____ EXERCISE MATERIALS
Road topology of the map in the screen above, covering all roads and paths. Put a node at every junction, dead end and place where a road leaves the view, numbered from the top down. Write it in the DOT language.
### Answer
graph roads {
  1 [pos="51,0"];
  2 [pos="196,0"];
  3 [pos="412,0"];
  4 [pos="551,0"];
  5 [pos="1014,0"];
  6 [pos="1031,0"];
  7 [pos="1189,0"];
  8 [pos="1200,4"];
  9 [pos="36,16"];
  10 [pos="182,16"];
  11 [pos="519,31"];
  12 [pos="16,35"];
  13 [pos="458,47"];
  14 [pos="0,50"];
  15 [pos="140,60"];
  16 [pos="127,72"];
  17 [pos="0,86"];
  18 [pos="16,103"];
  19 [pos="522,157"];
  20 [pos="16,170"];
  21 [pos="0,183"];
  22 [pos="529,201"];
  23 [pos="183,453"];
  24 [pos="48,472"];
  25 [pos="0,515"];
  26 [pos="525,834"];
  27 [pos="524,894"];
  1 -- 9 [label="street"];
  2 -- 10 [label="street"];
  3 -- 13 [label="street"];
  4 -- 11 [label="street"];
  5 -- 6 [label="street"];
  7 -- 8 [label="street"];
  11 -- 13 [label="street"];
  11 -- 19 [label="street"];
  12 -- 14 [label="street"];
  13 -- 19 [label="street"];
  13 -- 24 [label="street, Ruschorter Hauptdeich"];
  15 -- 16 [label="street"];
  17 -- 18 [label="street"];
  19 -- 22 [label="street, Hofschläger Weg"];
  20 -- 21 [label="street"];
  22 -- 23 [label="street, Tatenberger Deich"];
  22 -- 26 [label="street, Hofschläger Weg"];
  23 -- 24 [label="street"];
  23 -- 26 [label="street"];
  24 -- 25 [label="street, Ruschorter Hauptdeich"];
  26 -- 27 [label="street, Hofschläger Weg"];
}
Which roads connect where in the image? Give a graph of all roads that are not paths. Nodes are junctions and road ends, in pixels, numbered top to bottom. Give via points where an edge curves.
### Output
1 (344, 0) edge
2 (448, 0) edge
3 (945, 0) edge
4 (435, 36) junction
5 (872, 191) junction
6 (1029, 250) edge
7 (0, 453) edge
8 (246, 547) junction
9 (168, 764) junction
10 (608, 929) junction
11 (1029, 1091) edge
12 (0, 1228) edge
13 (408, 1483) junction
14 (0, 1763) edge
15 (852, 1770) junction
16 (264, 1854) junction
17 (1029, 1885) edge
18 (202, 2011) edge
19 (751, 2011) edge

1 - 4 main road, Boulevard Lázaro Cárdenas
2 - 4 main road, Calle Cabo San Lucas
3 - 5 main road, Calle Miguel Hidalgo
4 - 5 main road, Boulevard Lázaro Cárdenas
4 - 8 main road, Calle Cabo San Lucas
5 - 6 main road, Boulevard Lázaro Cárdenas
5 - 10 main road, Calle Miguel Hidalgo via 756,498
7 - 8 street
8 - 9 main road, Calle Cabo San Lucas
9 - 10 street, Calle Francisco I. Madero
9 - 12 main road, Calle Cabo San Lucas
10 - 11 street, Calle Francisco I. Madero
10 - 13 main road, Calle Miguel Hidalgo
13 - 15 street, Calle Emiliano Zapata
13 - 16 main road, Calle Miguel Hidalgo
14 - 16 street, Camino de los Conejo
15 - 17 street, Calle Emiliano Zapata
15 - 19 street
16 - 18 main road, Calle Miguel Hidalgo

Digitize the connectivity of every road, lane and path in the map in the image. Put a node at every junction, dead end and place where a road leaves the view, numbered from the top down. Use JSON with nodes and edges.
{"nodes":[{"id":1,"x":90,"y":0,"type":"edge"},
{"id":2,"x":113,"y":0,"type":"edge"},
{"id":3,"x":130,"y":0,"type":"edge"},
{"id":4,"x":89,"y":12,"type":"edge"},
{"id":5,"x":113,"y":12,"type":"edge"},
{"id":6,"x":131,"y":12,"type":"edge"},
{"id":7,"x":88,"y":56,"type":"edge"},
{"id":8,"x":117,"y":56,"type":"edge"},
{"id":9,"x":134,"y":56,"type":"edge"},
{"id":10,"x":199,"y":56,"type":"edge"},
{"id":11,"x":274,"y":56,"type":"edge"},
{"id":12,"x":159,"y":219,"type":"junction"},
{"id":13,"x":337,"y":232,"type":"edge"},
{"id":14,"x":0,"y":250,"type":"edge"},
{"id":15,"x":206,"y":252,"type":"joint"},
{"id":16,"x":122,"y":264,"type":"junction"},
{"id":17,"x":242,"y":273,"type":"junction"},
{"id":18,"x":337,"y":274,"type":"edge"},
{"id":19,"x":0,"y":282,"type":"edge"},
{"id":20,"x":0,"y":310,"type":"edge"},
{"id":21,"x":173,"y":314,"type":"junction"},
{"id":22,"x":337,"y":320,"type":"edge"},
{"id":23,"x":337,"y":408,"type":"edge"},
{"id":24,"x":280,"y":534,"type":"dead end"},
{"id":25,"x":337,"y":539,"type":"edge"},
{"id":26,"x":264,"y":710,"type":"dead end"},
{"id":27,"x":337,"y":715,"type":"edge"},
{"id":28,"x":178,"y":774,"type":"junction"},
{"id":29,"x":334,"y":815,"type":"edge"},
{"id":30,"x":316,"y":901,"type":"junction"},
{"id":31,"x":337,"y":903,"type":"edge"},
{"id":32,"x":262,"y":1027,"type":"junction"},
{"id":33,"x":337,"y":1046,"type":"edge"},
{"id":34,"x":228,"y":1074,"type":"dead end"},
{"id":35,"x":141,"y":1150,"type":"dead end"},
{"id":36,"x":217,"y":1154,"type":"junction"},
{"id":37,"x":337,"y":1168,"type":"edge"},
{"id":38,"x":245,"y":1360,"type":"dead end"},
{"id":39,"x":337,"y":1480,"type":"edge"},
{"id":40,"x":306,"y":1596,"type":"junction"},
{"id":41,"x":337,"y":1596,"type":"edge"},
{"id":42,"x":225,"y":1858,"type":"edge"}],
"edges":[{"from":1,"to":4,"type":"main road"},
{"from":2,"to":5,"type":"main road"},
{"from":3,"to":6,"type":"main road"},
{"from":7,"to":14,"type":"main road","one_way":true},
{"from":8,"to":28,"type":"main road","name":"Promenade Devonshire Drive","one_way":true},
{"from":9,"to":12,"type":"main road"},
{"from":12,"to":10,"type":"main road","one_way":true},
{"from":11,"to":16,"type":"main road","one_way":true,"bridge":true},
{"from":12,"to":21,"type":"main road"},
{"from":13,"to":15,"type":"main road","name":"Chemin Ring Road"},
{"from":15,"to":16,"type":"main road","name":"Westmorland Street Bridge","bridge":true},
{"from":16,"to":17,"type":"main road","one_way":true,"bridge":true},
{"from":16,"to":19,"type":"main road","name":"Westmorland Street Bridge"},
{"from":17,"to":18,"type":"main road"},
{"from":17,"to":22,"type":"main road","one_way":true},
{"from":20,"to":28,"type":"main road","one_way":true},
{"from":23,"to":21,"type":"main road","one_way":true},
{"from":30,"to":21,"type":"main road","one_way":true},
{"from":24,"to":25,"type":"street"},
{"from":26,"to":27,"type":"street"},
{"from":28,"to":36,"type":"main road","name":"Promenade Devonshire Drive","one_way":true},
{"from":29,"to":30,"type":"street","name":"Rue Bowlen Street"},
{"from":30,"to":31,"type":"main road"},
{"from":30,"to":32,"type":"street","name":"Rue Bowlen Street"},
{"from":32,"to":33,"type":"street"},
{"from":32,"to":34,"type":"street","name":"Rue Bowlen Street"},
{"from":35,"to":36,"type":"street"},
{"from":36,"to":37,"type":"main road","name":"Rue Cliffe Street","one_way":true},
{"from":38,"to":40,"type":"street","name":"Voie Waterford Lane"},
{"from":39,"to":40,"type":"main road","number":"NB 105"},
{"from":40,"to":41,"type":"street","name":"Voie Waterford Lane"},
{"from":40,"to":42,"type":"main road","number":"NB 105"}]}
________
Before answering, count every line of the records that contains "Emiliano"; the answer is that number and nothing more.

2